Cybersecurity lacks depth, must hurdle current shortcomings, says AT&T veteran Amoroso


While the sophistication and speed of cyberattacks have continued to rise, industry experts say the security industry’s processes lack depth, reflecting a clear disconnect between growing threats and available prevention methods.

Dr. Ed Amoroso, CEO of TAG Cyber and former CSO at AT&T, said during a recent conference call with Cowen and Company analysts that the industry has major shortcomings today, and that chief information security officers (CISOs) “need to shift to virtualized and cloud solutions.”

He added that “processes and technology must improve, but noted that humans are—and always will be—a weak link.”

RELATED: CenturyLink’s Post: Cybersecurity is ‘not just a job, it’s an obligation’

One way to help strengthen cybersecurity is to develop an approach that puts the cloud and SDN at the center. Specifically, the approach would use multiple cloud security and distributing workloads across a distributed grid, allowing users to move secure workloads between clouds as they see fit.

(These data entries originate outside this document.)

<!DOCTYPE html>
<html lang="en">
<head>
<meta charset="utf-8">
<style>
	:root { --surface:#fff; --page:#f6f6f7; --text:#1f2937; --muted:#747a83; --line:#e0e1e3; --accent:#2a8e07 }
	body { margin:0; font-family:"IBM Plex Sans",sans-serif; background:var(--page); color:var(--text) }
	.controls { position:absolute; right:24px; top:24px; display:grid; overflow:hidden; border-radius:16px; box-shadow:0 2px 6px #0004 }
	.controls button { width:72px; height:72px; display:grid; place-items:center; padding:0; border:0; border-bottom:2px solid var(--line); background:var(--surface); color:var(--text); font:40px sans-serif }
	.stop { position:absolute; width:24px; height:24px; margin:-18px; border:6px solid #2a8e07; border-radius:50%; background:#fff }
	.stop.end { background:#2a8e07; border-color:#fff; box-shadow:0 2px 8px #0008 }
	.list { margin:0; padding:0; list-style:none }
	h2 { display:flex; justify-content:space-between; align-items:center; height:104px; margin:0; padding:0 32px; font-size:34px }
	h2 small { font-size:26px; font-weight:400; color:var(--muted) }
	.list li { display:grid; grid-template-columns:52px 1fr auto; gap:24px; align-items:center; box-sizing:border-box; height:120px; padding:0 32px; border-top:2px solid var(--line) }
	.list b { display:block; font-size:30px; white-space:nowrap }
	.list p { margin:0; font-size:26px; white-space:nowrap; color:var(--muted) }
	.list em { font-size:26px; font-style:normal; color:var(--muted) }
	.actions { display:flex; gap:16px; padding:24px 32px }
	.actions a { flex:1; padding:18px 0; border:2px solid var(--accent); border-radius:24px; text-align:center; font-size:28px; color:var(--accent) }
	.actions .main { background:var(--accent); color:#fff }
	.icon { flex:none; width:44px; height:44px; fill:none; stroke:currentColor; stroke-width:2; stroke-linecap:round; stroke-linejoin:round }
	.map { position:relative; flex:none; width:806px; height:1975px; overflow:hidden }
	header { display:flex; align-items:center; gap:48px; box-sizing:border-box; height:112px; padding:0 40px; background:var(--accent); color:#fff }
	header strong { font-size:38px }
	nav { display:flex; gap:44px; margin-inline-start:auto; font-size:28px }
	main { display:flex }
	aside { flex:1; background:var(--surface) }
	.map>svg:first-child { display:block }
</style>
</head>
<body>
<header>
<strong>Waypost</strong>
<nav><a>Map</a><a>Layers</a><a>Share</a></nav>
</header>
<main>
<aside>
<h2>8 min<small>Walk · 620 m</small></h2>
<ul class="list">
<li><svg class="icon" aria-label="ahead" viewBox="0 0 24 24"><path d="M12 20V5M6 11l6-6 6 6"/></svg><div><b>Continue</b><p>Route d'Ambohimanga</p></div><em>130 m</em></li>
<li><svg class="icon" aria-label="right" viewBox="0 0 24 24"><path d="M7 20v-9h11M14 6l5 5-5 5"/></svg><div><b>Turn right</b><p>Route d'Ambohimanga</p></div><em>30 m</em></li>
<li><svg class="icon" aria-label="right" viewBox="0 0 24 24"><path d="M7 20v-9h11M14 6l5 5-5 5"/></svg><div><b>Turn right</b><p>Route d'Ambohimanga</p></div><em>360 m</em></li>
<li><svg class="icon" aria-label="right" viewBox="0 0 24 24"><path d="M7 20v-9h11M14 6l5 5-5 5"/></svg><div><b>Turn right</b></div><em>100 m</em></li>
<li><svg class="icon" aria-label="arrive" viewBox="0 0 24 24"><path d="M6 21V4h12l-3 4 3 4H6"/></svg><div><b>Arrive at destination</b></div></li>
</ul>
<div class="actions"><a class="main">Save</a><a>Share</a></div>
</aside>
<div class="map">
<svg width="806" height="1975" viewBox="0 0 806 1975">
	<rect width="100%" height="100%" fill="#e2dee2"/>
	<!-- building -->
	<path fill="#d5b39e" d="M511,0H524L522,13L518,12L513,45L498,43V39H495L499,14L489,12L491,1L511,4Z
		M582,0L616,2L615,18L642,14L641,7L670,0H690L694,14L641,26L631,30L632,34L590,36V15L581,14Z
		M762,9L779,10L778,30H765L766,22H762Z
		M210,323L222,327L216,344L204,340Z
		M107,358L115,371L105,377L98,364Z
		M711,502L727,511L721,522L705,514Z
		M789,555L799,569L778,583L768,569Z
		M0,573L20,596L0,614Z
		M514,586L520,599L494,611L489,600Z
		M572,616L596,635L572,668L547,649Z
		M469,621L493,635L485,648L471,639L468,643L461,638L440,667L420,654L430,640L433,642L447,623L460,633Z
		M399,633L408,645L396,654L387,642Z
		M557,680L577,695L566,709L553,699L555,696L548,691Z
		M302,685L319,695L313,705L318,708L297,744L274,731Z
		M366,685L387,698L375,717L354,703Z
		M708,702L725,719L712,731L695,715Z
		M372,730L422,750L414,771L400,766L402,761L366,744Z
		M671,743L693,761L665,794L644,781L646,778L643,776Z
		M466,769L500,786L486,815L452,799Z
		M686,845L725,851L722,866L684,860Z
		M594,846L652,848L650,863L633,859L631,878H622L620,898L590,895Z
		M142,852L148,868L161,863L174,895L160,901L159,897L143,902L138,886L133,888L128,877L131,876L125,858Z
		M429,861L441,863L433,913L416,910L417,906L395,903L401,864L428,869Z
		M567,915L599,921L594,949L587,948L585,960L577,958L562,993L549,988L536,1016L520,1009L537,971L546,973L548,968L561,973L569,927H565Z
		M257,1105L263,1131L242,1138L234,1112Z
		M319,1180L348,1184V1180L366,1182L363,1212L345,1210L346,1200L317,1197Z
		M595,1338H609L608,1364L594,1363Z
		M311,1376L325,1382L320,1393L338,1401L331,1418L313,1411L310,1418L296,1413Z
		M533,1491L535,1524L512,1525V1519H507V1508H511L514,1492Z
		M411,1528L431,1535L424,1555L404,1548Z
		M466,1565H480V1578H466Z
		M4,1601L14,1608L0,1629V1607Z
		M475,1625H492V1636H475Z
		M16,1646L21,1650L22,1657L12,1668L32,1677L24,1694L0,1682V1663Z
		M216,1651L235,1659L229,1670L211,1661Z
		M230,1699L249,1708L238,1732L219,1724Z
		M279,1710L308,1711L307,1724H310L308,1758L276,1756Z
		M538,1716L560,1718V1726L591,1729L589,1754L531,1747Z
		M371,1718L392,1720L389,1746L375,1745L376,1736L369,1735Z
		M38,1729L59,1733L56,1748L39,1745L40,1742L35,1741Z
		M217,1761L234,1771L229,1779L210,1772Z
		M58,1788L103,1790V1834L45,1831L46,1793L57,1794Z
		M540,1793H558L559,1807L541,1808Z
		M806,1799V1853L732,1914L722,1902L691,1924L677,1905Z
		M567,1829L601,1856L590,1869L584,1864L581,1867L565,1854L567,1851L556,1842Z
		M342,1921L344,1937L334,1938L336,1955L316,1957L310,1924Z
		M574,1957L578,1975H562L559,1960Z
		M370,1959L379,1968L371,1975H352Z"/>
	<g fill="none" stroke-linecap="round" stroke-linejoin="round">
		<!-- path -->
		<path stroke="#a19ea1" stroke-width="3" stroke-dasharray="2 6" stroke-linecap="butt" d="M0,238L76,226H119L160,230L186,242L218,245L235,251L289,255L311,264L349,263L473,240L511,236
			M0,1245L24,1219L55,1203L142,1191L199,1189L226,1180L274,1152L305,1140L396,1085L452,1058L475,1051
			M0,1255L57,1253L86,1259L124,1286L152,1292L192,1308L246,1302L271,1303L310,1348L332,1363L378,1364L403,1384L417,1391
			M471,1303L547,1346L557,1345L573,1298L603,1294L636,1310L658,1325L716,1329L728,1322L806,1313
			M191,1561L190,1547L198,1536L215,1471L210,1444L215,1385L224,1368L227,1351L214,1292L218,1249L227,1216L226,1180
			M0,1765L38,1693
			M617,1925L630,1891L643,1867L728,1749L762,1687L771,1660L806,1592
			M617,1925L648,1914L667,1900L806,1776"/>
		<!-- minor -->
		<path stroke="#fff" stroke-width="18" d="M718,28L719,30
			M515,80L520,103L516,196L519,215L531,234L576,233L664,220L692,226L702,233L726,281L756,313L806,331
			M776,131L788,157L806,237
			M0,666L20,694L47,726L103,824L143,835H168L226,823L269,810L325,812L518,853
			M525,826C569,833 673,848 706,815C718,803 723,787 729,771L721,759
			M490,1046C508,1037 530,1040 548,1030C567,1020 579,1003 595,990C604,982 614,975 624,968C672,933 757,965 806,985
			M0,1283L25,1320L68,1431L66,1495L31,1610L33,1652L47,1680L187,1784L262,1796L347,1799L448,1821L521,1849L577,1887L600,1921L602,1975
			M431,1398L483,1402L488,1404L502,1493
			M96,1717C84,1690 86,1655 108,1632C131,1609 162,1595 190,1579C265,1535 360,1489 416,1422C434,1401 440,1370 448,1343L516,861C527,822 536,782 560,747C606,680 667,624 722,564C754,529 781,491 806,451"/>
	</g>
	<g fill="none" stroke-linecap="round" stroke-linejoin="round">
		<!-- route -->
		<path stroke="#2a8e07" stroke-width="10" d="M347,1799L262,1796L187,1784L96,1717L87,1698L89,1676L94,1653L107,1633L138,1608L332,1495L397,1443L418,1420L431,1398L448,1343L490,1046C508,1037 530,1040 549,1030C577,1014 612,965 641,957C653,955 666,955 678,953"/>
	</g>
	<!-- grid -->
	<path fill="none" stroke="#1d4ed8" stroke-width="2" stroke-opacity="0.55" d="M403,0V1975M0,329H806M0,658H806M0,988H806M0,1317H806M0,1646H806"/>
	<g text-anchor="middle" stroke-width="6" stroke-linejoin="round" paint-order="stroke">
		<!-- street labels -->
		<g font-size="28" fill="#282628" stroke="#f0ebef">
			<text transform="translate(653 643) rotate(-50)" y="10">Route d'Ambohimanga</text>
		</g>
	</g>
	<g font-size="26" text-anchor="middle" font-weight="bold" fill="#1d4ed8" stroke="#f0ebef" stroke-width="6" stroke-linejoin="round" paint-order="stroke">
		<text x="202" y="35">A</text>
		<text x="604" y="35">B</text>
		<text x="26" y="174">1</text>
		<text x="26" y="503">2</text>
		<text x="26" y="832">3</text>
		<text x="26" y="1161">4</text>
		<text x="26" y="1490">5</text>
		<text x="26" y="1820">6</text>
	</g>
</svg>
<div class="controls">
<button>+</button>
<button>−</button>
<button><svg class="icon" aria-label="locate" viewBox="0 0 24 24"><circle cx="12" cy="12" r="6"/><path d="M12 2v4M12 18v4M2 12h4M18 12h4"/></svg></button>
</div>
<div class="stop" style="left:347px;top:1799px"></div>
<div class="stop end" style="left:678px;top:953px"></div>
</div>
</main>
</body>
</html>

By having SDN serve as the backbone for the distributed cloud model, Amoroso said it will be more challenging for hackers to get access to cause damage. As part of this model, cloud providers will integrate pure play security into their solution plans.

Interestingly, not all companies are fans of cloud-based security.

On one hand, startup companies and small to medium-sized businesses (SMBs) are willing to use cloud-based security. Alternatively, large enterprises and government agencies have yet to embrace it even though they understand the danger of the new threats and the importance of virtualizing and distributing risk.

Amoroso said there are four common reasons why enterprises and government agencies have not adopted a cloud-based approach: embedded security appliance investments and a traditional perimeter security model; concerns over putting sensitive data in the cloud; compliance regulations; and overcoming traditional thought processes set by their boards of directors.

While large enterprises and government agencies aren’t likely to change their tune in the near-term, Amoroso said he “fully expects these barriers to fall over time.”